▶ _Material provided_
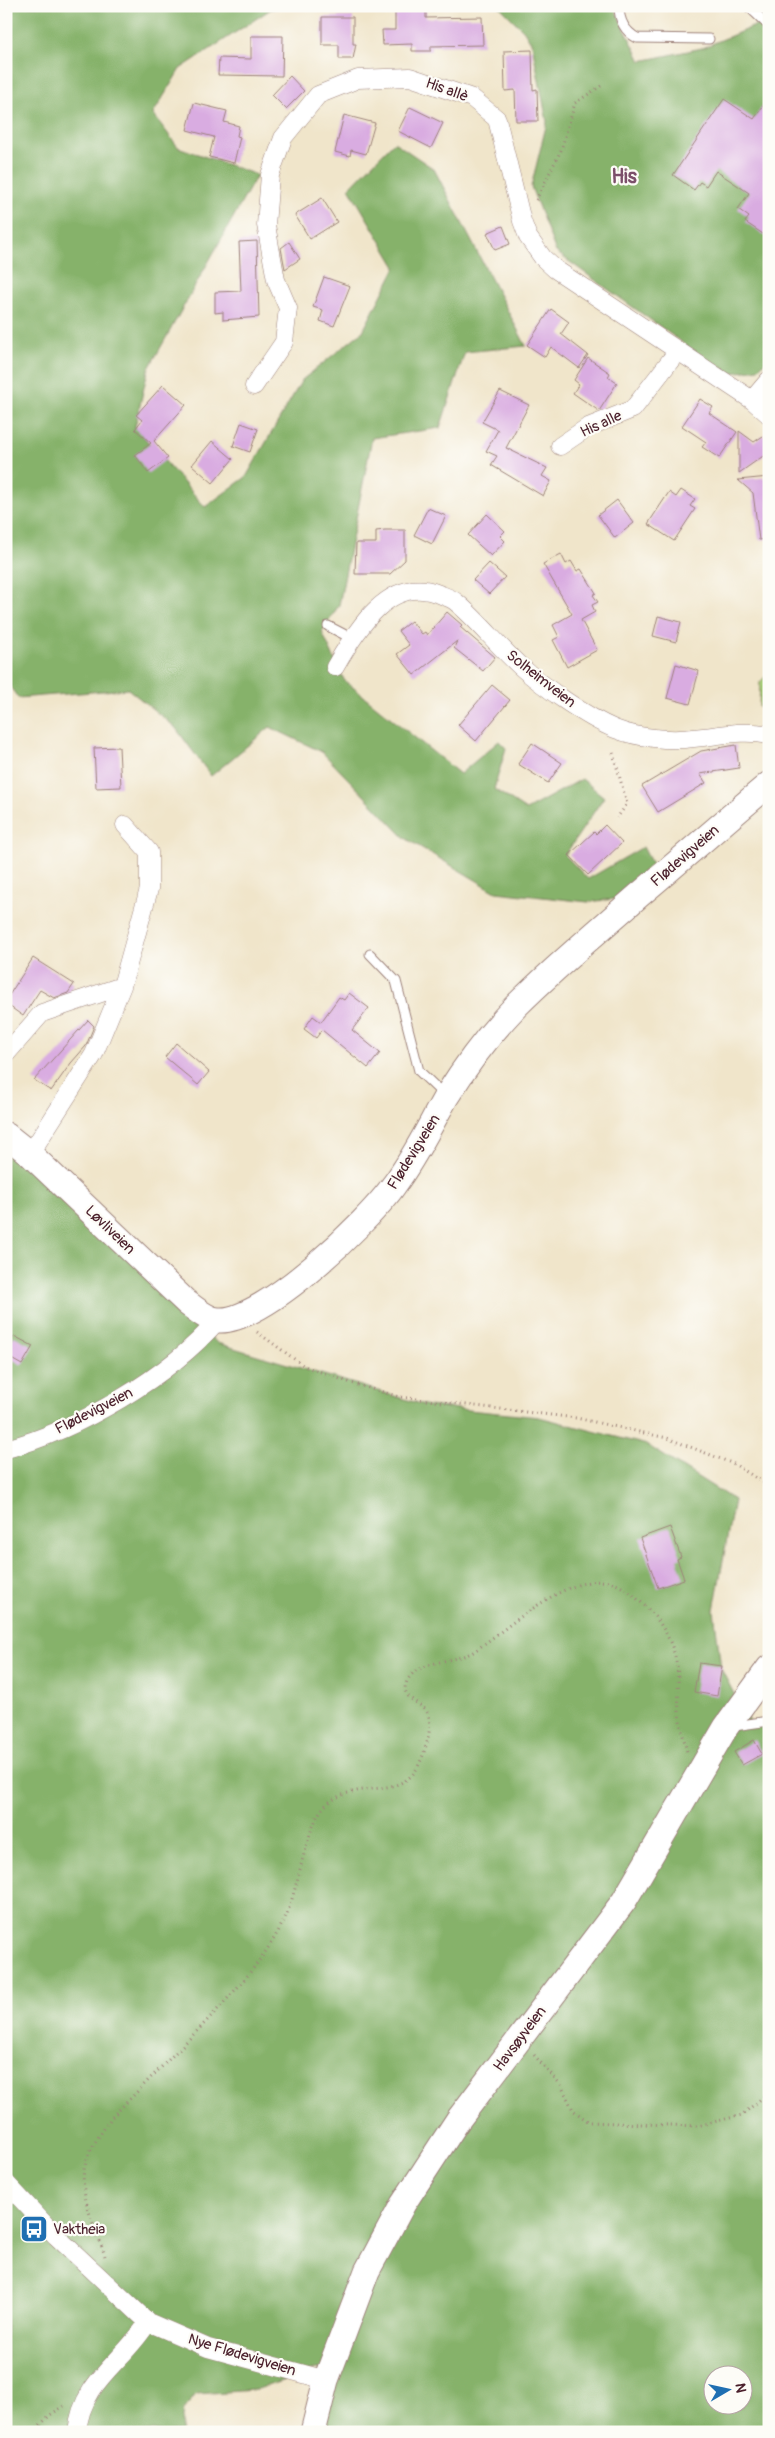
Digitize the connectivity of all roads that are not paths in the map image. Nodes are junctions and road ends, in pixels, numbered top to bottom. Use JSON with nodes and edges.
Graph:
{"nodes":[{"id":1,"x":618,"y":6,"type":"edge"},
{"id":2,"x":748,"y":6,"type":"edge"},
{"id":3,"x":769,"y":26,"type":"edge"},
{"id":4,"x":709,"y":39,"type":"dead end"},
{"id":5,"x":678,"y":352,"type":"junction"},
{"id":6,"x":769,"y":380,"type":"edge"},
{"id":7,"x":254,"y":386,"type":"dead end"},
{"id":8,"x":752,"y":400,"type":"junction"},
{"id":9,"x":769,"y":415,"type":"edge"},
{"id":10,"x":560,"y":446,"type":"dead end"},
{"id":11,"x":328,"y":626,"type":"dead end"},
{"id":12,"x":351,"y":638,"type":"junction"},
{"id":13,"x":335,"y":667,"type":"dead end"},
{"id":14,"x":769,"y":735,"type":"edge"},
{"id":15,"x":769,"y":784,"type":"edge"},
{"id":16,"x":125,"y":825,"type":"dead end"},
{"id":17,"x":370,"y":954,"type":"dead end"},
{"id":18,"x":122,"y":986,"type":"junction"},
{"id":19,"x":6,"y":1054,"type":"edge"},
{"id":20,"x":446,"y":1097,"type":"junction"},
{"id":21,"x":6,"y":1135,"type":"edge"},
{"id":22,"x":30,"y":1154,"type":"junction"},
{"id":23,"x":228,"y":1319,"type":"junction"},
{"id":24,"x":6,"y":1449,"type":"edge"},
{"id":25,"x":769,"y":1668,"type":"edge"},
{"id":26,"x":769,"y":1721,"type":"edge"},
{"id":27,"x":726,"y":1727,"type":"junction"},
{"id":28,"x":6,"y":2183,"type":"edge"},
{"id":29,"x":148,"y":2322,"type":"junction"},
{"id":30,"x":326,"y":2380,"type":"junction"},
{"id":31,"x":77,"y":2432,"type":"edge"},
{"id":32,"x":313,"y":2432,"type":"edge"}],
"edges":[{"from":1,"to":4,"type":"lane"},
{"from":2,"to":3,"type":"lane"},
{"from":5,"to":7,"type":"street","name":"His allè"},
{"from":5,"to":8,"type":"street","name":"His allè"},
{"from":5,"to":10,"type":"street","name":"His alle"},
{"from":6,"to":8,"type":"street"},
{"from":8,"to":9,"type":"street","name":"His allè"},
{"from":11,"to":12,"type":"lane"},
{"from":12,"to":13,"type":"street","name":"Solheimveien"},
{"from":12,"to":14,"type":"street","name":"Solheimveien"},
{"from":15,"to":20,"type":"main road","name":"Flødevigveien"},
{"from":16,"to":18,"type":"street"},
{"from":17,"to":20,"type":"lane"},
{"from":18,"to":19,"type":"street"},
{"from":18,"to":22,"type":"street"},
{"from":20,"to":23,"type":"main road","name":"Flødevigveien"},
{"from":21,"to":22,"type":"main road","name":"Løvliveien"},
{"from":22,"to":23,"type":"main road","name":"Løvliveien"},
{"from":23,"to":24,"type":"street","name":"Flødevigveien"},
{"from":25,"to":27,"type":"main road","name":"Havsøyveien"},
{"from":26,"to":27,"type":"lane"},
{"from":27,"to":30,"type":"main road","name":"Havsøyveien"},
{"from":28,"to":29,"type":"street","name":"Nye Flødevigveien"},
{"from":29,"to":30,"type":"street","name":"Nye Flødevigveien"},
{"from":29,"to":31,"type":"street"},
{"from":30,"to":32,"type":"main road","name":"Havsøyveien"}]}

▶ _Exercise brief_
Reproduce each line above that contains "nodes".

▶ _Exercise output_
Digitize the connectivity of all roads that are not paths in the map image. Nodes are junctions and road ends, in pixels, numbered top to bottom. Use JSON with nodes and edges.
{"nodes":[{"id":1,"x":618,"y":6,"type":"edge"},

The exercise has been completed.